When Brendan Malone looks back on coaching an expansion team in Toronto two decades ago, one of the first things he recalls was a lecture he delivered to the media before the season started about the rules of the game. “It was brand new to them,” Malone said. “It was a hockey town. This was their first exposure to NBA basketball.” 

Tracy Murray, a member of that expansion team, remembers a lot of teaching moments as well. During a home game early in the season at the SkyDome, Murray was at the free throw line when he started laughing to himself. When reporters asked him about the incident after the game, he told them, “When you have those poppers behind the basket, you’re not supposed to wave them at me, I play for the home team.”

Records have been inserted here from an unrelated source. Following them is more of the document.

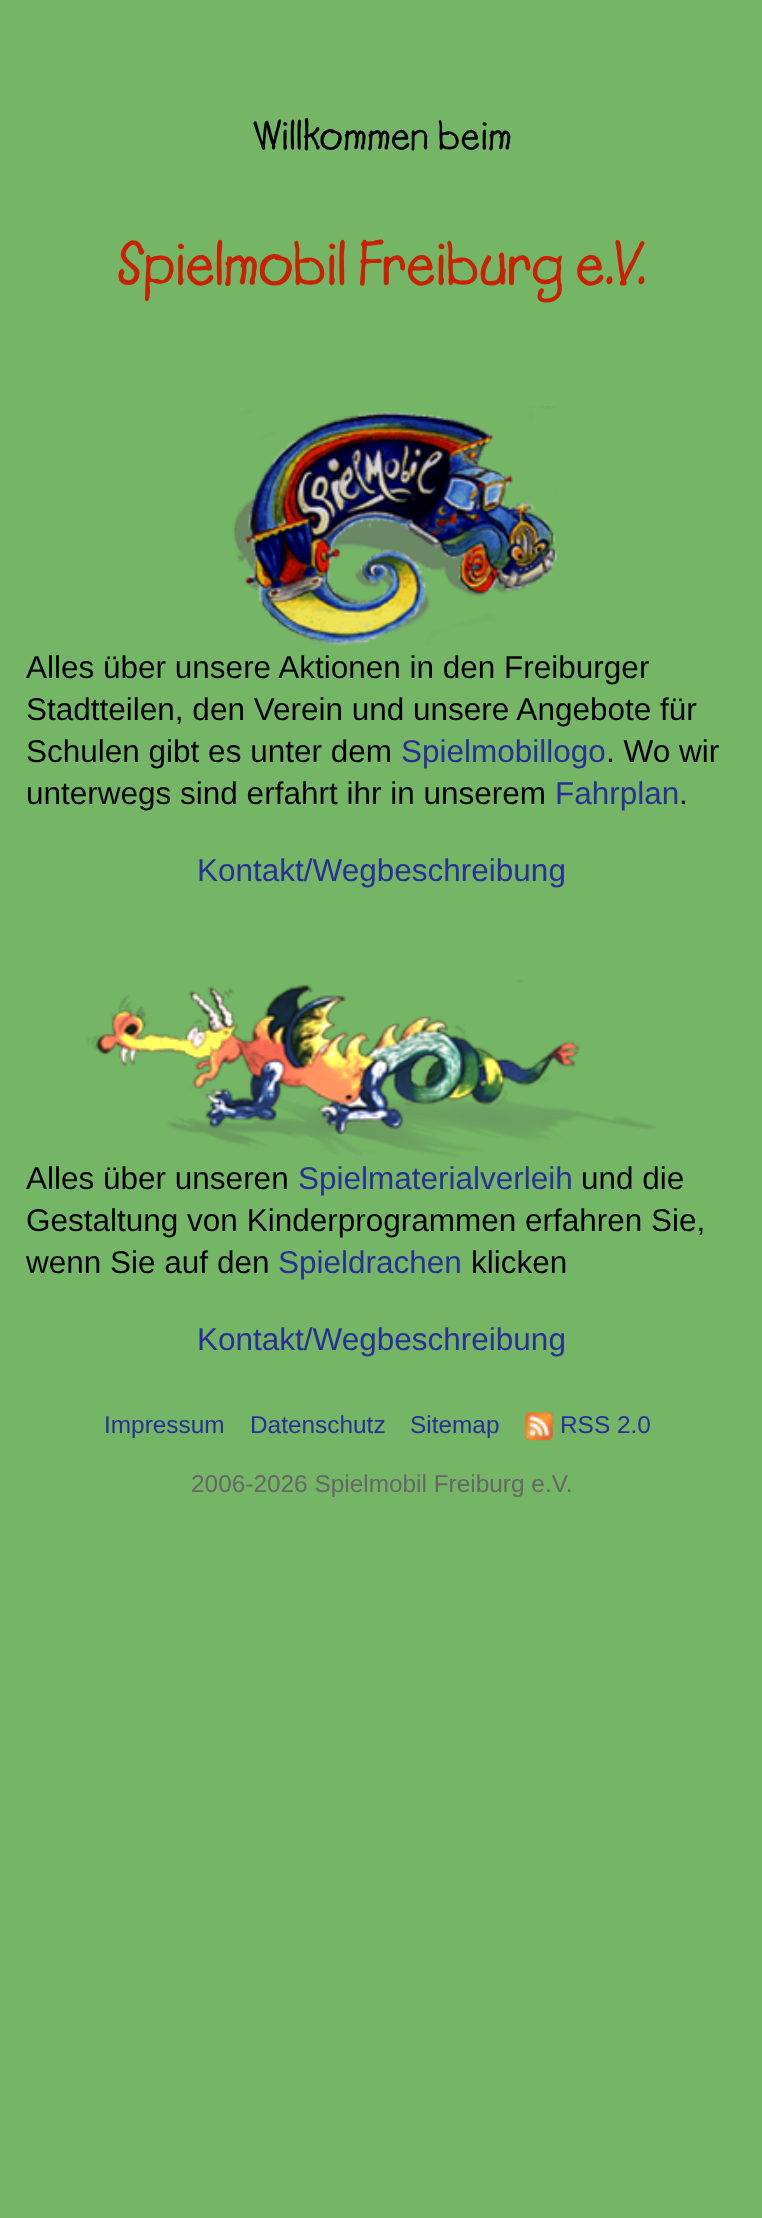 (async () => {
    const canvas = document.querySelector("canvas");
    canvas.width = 762;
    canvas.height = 2218;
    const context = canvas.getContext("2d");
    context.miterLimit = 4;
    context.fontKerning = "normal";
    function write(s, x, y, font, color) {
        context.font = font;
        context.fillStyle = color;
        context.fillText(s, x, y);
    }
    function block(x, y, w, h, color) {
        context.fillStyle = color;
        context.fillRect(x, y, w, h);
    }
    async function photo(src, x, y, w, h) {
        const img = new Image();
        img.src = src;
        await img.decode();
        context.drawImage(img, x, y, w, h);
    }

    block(0, 0, 762, 2218, "rgb(116, 182, 101)");
    write("Willkommen beim", 252, 149, "bold 42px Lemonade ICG", "rgb(0, 0, 0)");
    context.letterSpacing = "-0.95px";
    write("Spielmobil Freiburg e.V.", 117, 284, "bold 63px Lemonade ICG", "rgb(201, 33, 5)");
    await photo("media/1.png", 209, 406, 348, 240);
    context.letterSpacing = "0px";
    write("Alles über unsere Aktionen in den Freiburger", 26, 678, "31.5px Liberation Sans", "rgb(0, 0, 0)");
    write("Stadtteilen, den Verein und unsere Angebote für", 26, 720, "31.5px Liberation Sans", "rgb(0, 0, 0)");
    write("Schulen gibt es unter dem", 26, 762, "31.5px Liberation Sans", "rgb(0, 0, 0)");
    write("Spielmobillogo", 401, 762, "31.5px Liberation Sans", "rgb(42, 47, 150)");
    write(". Wo wir", 606, 762, "31.5px Liberation Sans", "rgb(0, 0, 0)");
    write("unterwegs sind erfahrt ihr in unserem", 26, 804, "31.5px Liberation Sans", "rgb(0, 0, 0)");
    write("Fahrplan", 555, 804, "31.5px Liberation Sans", "rgb(42, 47, 150)");
    write(".", 679, 804, "31.5px Liberation Sans", "rgb(0, 0, 0)");
    write("Kontakt/Wegbeschreibung", 197, 881, "31.5px Liberation Sans", "rgb(42, 47, 150)");
    await photo("media/2.png", 87, 980, 569, 178);
    write("Alles über unseren", 26, 1189, "31.5px Liberation Sans", "rgb(0, 0, 0)");
    write("Spielmaterialverleih", 298, 1189, "31.5px Liberation Sans", "rgb(42, 47, 150)");
    write("und die", 581, 1189, "31.5px Liberation Sans", "rgb(0, 0, 0)");
    write("Gestaltung von Kinderprogrammen erfahren Sie,", 26, 1231, "31.5px Liberation Sans", "rgb(0, 0, 0)");
    write("wenn Sie auf den", 26, 1273, "31.5px Liberation Sans", "rgb(0, 0, 0)");
    write("Spieldrachen", 278, 1273, "31.5px Liberation Sans", "rgb(42, 47, 150)");
    write("klicken", 471, 1273, "31.5px Liberation Sans", "rgb(0, 0, 0)");
    write("Kontakt/Wegbeschreibung", 197, 1350, "31.5px Liberation Sans", "rgb(42, 47, 150)");
    write("Impressum", 104, 1433, "24.4px Liberation Sans", "rgb(42, 47, 150)");
    write("Datenschutz", 250, 1433, "24.4px Liberation Sans", "rgb(42, 47, 150)");
    write("Sitemap", 410, 1433, "24.4px Liberation Sans", "rgb(42, 47, 150)");
    await photo("media/3.png", 525, 1412, 28, 29);
    write("RSS 2.0", 560, 1433, "24.4px Liberation Sans", "rgb(42, 47, 150)");
    write("2006-2026 Spielmobil Freiburg e.V.", 191, 1492, "24.4px Liberation Sans", "rgb(102, 102, 102)");
})();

It was brand new to them. It was a hockey town. This was their first exposure to NBA basketball.

Murray described the Raptors as misfits. Isiah Thomas, part owner and Executive Vice President of the team, saw it differently. In Thomas’ view, the league had made it difficult for the incoming expansion teams (the Vancouver Grizzlies joined the league the same season) to build a strong locker room culture. When the expansion draft took place in June 1995, the Raptors and Grizzlies were essentially picking from a list of players who had worn out their welcome, were on the downside of their careers, or had become a distraction in the locker room. Of the 14 players take in the expansion draft, only seven of them—Tony Massenburg, Zan Tabak, Willie Anderson, Ed Pinckney, Acie Earl, John Salley, Oliver Miller—ended up playing for the Raptors.

Thomas would fill out his roster via free agency and through the draft. The Raptors had the seventh overall pick. Thomas had targeted a high schooler named Kevin Garnett, but also became infatuated with Damon Stoudamire, a point guard from Arizona. “I had no doubt about Damon,” Thomas said. “I had known both Lute Olson and Jim Rosborough at Arizona since I was in high school. We had to have a strong enough personality coming into the locker room to be able to absorb some of the bad stuff that you had to pick up through the expansion process. He was a four-year player, he carried himself well, I knew he could handle the locker room.”

For most teams, Stoudamire went through multiple drills during his pre-draft workouts. When he arrived in Toronto, Thomas simply had him go through a strength test. “They had seen enough of me at my games in Arizona throughout the season,” Stoudamire said. “When it got closer to the draft, I heard they were going to take me as long as Garnett wasn’t there at seventh.” Garnett would go fifth to Minnesota. Thomas selected his point guard with the seventh pick. As he walked to the podium at the SkyDome in Toronto where the draft was held, boos rained down on Stoudamire. “I wasn’t concerned about the reaction,” Stoudamire said. “I knew I would turn those boos to cheers.”

He was right. Stoudamire became a fan favorite, started all 70 games he played in that season, averaged 19.0 points and 9.3 assists and named Rookie of the Year. Murray, who came to Toronto after Thomas promised him playing time and an opportunity to establish himself, averaged a career high 16.2 points that season. The two of them would play pivotal roles in the upset of the 72-win Bulls on March 24, 1996. 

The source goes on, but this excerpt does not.